• _EXERCISE DESCRIPTION_:
Transcribe all the entries that follow, leaving nothing out.

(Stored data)

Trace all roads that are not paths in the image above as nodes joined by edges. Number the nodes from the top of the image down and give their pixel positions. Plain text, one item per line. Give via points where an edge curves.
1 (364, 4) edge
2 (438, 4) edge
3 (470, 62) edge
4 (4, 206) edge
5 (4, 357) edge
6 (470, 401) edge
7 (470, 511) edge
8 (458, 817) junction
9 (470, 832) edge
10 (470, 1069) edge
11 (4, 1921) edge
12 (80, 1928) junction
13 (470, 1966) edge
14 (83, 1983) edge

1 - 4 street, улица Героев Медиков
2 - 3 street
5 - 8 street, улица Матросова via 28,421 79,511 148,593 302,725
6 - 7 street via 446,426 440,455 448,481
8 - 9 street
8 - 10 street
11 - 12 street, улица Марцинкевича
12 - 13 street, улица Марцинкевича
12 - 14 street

• _YOUR SOLUTION_:
Trace all roads that are not paths in the image above as nodes joined by edges. Number the nodes from the top of the image down and give their pixel positions. Plain text, one item per line. Give via points where an edge curves.
1 (364, 4) edge
2 (438, 4) edge
3 (470, 62) edge
4 (4, 206) edge
5 (4, 357) edge
6 (470, 401) edge
7 (470, 511) edge
8 (458, 817) junction
9 (470, 832) edge
10 (470, 1069) edge
11 (4, 1921) edge
12 (80, 1928) junction
13 (470, 1966) edge
14 (83, 1983) edge

1 - 4 street, улица Героев Медиков
2 - 3 street
5 - 8 street, улица Матросова via 28,421 79,511 148,593 302,725
6 - 7 street via 446,426 440,455 448,481
8 - 9 street
8 - 10 street
11 - 12 street, улица Марцинкевича
12 - 13 street, улица Марцинкевича
12 - 14 street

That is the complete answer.